Jesus teria dito ao emissário que tinha uma missão a cumprir mas mandar-lhe-ia um seu discípulo.
Após a Sua morte e Ressurreição, o apóstolo Thaddeus deslocou-se a Edessa com um pano no qual estava impressa a imagem do Mestre e a qual tocando o Rei Abgar o curou da sua doença, convertendo-se o Rei Abgar ao Cristianismo.
Após a sua morte houve uma regressão às práticas pagãs, sendo o Pano de Edessa escondido num nicho das muralhas e tendo sido redescoberto em 525 aquando de uma cheia que fez desabar parte da muralha.
A partir daí a Imagem de Edessa passou a ser venerada como o «Paladino» da cidade, tendo o Imperador bizantino Justiniano I mandado construir um templo para sua guarda, nos moldes da Hagia Sophia de Constantinopla.
È pois perfeitamente legítimo inferir com base na alegoria da lenda de Abgar, que o lençol funerário de Jesus, que ficou presumívelmente na posse dos Apóstolos, tenha sido levado posteriormente para Edessa, e assim fechamos o trajecto Jerusalém-Turim.
CONCLUSÃO
O Véu de Verónica baseia-se numa lenda que nada tem a ver com o Santo Sudário de Turim a não ser a Paixão de Cristo, e o facto de as suas representações artisticas basearem a morfologia facial de Cristo nas do Mandylion ou Imagem de Edessa.
Ainda não existem estudos conclusivos que permitam classificar decididamente a Imagem de Manopello (alegadamente o véu de Verónica) como uma «imagem acheiropoietos»(Imagem que não foi feita pela mão do homem).

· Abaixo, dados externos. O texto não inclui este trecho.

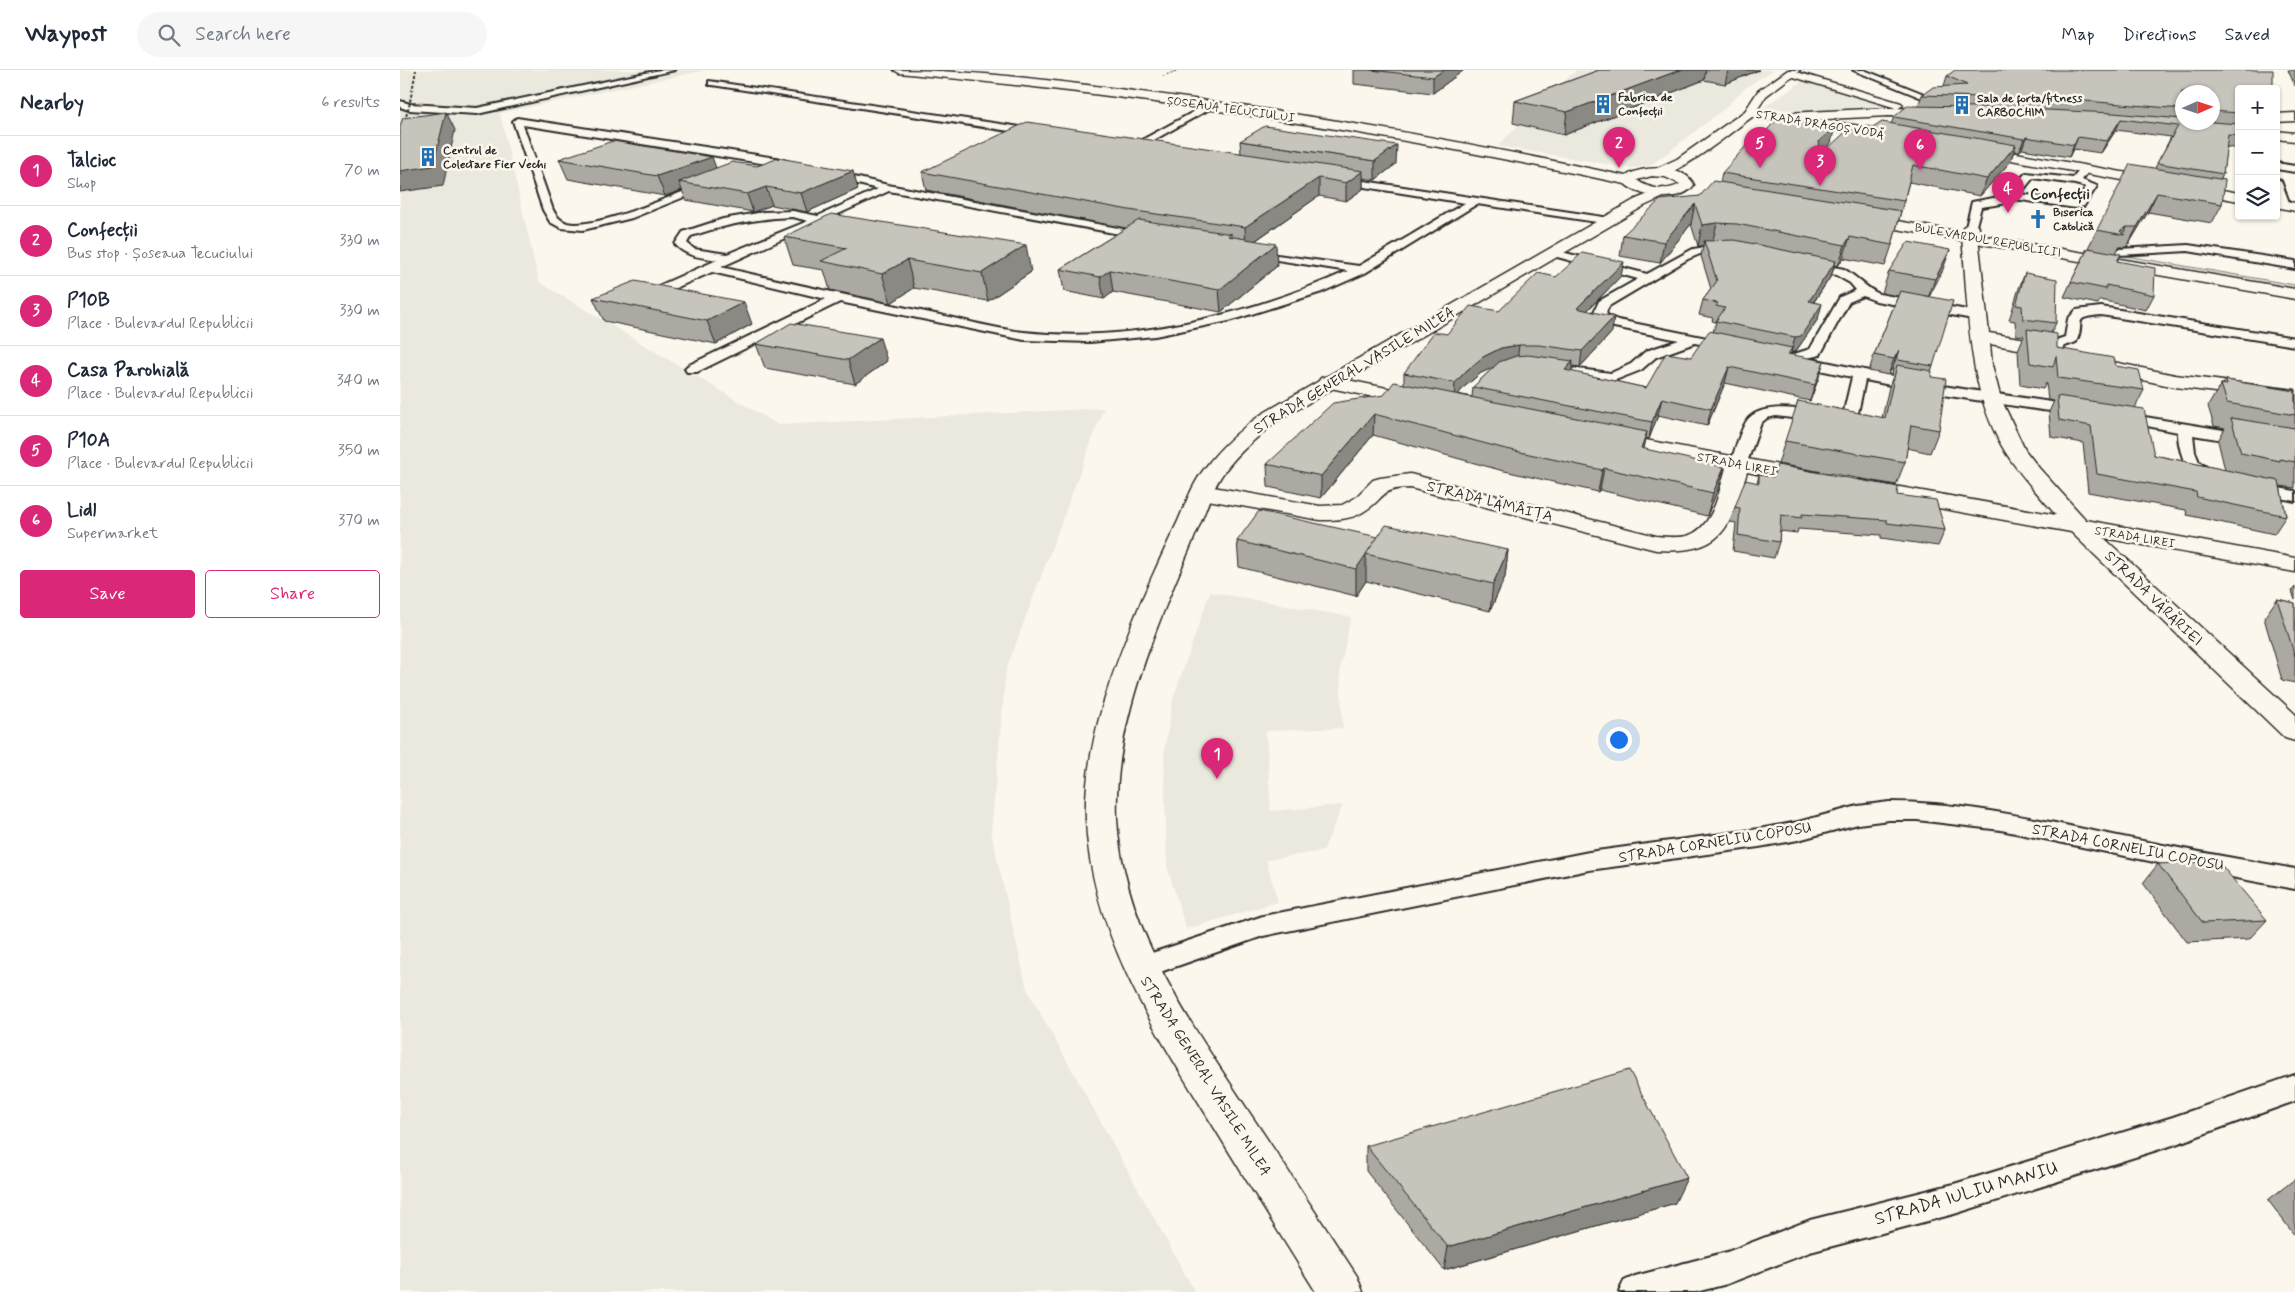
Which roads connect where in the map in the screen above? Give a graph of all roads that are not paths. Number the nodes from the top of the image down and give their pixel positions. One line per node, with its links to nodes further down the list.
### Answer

O actual Sudário de Turim, o Sudário de Cristo de Constantinopla e o Mandylion ou Imagem de Edessa são a mesma e verdadeira relíquia da Paixão de Cristo e o elemento que permite inferir que a Ressurreição de Cristo foi um facto físico real que deixou a sua marca naquele lençol como testemunho para a Humanidade.